[INPUT MATERIAL Boundary: Start]
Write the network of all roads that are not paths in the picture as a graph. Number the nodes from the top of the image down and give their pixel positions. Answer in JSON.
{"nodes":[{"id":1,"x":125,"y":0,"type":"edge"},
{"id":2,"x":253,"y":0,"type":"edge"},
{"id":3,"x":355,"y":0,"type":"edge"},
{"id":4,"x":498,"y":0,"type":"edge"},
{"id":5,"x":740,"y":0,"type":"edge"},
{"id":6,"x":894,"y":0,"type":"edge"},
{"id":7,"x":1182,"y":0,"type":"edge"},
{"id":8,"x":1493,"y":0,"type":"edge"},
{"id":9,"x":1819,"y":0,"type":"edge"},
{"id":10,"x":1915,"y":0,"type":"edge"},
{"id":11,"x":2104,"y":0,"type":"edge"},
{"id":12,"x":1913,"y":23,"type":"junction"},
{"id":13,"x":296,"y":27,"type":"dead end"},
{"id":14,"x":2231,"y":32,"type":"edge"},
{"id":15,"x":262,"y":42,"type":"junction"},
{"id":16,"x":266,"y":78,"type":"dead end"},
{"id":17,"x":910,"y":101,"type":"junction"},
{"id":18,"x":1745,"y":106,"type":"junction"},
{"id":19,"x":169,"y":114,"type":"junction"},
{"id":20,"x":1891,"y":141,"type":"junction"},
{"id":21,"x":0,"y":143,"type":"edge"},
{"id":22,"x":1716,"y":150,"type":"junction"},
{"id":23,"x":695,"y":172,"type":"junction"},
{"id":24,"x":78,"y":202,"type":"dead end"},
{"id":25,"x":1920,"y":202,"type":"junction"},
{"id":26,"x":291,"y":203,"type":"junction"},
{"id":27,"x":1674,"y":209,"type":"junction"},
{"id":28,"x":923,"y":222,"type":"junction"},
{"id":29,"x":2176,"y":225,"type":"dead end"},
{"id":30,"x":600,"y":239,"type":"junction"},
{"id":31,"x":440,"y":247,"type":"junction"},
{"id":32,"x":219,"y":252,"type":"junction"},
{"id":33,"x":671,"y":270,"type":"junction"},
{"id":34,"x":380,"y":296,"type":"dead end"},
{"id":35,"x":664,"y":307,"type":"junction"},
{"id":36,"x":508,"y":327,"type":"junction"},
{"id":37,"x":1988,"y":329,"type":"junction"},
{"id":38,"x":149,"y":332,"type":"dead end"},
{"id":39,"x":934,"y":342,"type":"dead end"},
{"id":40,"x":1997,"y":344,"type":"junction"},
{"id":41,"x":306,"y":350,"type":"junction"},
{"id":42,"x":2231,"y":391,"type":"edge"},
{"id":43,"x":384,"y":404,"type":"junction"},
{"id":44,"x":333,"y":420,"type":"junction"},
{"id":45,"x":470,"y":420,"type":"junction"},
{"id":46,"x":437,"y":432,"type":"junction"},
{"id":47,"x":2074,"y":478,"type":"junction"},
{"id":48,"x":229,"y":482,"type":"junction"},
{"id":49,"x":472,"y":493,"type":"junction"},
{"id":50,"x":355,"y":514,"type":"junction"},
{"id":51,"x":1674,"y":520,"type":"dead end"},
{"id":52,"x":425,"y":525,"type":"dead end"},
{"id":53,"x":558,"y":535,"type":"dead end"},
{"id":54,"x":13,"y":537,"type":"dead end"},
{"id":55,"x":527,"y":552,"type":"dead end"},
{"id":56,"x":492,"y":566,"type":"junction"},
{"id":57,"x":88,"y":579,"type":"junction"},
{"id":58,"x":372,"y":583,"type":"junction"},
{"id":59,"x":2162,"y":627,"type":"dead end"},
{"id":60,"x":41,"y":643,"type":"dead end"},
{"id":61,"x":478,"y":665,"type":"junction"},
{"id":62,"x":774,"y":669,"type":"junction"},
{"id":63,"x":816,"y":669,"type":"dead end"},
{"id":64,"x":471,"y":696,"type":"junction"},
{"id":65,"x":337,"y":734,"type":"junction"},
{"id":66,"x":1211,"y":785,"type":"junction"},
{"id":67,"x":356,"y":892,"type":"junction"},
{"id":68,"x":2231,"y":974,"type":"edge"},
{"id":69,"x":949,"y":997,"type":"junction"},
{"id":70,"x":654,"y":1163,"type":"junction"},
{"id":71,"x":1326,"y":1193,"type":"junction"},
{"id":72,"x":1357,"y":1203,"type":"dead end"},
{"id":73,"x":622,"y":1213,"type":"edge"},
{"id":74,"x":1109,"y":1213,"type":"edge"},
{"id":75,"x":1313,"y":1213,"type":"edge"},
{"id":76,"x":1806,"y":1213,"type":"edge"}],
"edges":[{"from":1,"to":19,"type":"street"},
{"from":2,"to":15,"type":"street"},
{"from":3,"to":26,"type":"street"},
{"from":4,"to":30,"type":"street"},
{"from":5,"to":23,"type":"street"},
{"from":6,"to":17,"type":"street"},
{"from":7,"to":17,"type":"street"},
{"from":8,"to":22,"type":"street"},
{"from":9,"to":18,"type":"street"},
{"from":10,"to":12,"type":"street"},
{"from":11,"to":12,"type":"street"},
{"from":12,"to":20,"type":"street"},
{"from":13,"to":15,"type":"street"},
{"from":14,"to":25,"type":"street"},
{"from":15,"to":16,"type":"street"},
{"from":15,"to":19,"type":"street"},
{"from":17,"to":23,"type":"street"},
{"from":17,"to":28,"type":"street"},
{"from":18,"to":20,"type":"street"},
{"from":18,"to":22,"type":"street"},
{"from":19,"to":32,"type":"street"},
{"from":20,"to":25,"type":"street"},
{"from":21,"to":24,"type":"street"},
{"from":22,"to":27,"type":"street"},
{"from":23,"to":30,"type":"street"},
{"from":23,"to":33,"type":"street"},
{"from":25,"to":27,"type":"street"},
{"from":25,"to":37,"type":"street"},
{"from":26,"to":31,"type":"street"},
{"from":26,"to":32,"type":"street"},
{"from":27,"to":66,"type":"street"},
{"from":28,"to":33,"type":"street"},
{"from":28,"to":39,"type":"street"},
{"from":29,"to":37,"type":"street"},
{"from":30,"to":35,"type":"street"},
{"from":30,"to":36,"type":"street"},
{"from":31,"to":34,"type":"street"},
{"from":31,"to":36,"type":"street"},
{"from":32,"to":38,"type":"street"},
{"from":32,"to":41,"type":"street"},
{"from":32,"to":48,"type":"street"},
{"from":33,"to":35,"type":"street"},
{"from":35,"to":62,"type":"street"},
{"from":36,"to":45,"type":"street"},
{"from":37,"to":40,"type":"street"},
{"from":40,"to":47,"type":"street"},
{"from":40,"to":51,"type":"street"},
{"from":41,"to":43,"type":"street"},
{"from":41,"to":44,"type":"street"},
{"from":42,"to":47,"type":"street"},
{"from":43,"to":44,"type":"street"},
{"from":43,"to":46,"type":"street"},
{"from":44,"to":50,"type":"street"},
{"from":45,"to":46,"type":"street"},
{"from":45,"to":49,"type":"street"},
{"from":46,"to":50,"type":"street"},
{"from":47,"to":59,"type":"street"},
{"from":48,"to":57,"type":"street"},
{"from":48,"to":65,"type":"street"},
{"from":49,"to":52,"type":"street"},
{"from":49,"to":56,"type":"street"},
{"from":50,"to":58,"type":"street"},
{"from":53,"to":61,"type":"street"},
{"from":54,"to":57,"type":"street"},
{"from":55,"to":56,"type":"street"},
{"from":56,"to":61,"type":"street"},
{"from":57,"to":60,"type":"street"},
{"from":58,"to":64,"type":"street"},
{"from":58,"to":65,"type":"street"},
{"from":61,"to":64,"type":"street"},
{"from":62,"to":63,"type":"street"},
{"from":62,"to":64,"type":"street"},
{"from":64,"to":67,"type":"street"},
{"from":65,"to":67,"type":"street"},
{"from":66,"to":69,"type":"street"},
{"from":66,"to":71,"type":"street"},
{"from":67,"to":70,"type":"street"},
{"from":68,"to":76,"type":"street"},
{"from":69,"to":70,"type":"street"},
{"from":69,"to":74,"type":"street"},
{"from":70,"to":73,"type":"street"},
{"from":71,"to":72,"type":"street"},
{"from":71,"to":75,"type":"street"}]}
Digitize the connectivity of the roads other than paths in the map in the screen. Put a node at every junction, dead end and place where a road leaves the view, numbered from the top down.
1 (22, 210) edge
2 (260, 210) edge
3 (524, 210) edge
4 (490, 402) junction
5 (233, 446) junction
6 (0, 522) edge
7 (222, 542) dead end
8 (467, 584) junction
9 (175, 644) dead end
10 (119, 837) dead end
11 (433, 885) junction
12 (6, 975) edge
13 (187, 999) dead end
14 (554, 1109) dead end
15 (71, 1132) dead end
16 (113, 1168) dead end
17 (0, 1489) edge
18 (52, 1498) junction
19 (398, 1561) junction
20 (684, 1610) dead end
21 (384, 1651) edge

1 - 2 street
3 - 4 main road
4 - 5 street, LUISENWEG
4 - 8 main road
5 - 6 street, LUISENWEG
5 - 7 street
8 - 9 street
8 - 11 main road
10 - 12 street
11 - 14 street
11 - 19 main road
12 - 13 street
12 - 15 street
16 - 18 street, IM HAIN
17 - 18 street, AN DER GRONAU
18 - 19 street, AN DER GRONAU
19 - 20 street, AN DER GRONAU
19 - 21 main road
[INPUT MATERIAL Boundary: End]
** YOUR GOAL **
Beginning with the line that contains "Digitize the connectivity", set down every line through the end of the data without change.

** THE COMPLETED TASK **
Digitize the connectivity of the roads other than paths in the map in the screen. Put a node at every junction, dead end and place where a road leaves the view, numbered from the top down.
1 (22, 210) edge
2 (260, 210) edge
3 (524, 210) edge
4 (490, 402) junction
5 (233, 446) junction
6 (0, 522) edge
7 (222, 542) dead end
8 (467, 584) junction
9 (175, 644) dead end
10 (119, 837) dead end
11 (433, 885) junction
12 (6, 975) edge
13 (187, 999) dead end
14 (554, 1109) dead end
15 (71, 1132) dead end
16 (113, 1168) dead end
17 (0, 1489) edge
18 (52, 1498) junction
19 (398, 1561) junction
20 (684, 1610) dead end
21 (384, 1651) edge

1 - 2 street
3 - 4 main road
4 - 5 street, LUISENWEG
4 - 8 main road
5 - 6 street, LUISENWEG
5 - 7 street
8 - 9 street
8 - 11 main road
10 - 12 street
11 - 14 street
11 - 19 main road
12 - 13 street
12 - 15 street
16 - 18 street, IM HAIN
17 - 18 street, AN DER GRONAU
18 - 19 street, AN DER GRONAU
19 - 20 street, AN DER GRONAU
19 - 21 main road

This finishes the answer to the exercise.